Source data:
········

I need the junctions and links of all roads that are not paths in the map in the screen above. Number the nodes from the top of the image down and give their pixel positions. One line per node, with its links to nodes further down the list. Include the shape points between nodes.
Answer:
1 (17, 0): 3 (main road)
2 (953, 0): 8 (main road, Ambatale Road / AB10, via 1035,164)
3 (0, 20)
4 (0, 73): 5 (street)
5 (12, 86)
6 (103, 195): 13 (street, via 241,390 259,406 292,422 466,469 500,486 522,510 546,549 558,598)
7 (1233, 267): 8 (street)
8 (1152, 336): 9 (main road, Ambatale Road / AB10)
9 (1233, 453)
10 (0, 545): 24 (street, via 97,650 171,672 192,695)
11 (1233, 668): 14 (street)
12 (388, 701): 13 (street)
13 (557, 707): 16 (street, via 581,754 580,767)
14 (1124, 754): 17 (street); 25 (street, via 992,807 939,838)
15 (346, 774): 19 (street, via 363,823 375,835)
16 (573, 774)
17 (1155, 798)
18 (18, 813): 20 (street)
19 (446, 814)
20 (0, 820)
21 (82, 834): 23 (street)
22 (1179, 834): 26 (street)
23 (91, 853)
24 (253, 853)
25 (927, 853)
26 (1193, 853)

········

▶ [YOUR TASK]: Retype the records above in full, exactly as they appear.

▶ [SOLVED EXERCISE]:
I need the junctions and links of all roads that are not paths in the map in the screen above. Number the nodes from the top of the image down and give their pixel positions. One line per node, with its links to nodes further down the list. Include the shape points between nodes.
Answer:
1 (17, 0): 3 (main road)
2 (953, 0): 8 (main road, Ambatale Road / AB10, via 1035,164)
3 (0, 20)
4 (0, 73): 5 (street)
5 (12, 86)
6 (103, 195): 13 (street, via 241,390 259,406 292,422 466,469 500,486 522,510 546,549 558,598)
7 (1233, 267): 8 (street)
8 (1152, 336): 9 (main road, Ambatale Road / AB10)
9 (1233, 453)
10 (0, 545): 24 (street, via 97,650 171,672 192,695)
11 (1233, 668): 14 (street)
12 (388, 701): 13 (street)
13 (557, 707): 16 (street, via 581,754 580,767)
14 (1124, 754): 17 (street); 25 (street, via 992,807 939,838)
15 (346, 774): 19 (street, via 363,823 375,835)
16 (573, 774)
17 (1155, 798)
18 (18, 813): 20 (street)
19 (446, 814)
20 (0, 820)
21 (82, 834): 23 (street)
22 (1179, 834): 26 (street)
23 (91, 853)
24 (253, 853)
25 (927, 853)
26 (1193, 853)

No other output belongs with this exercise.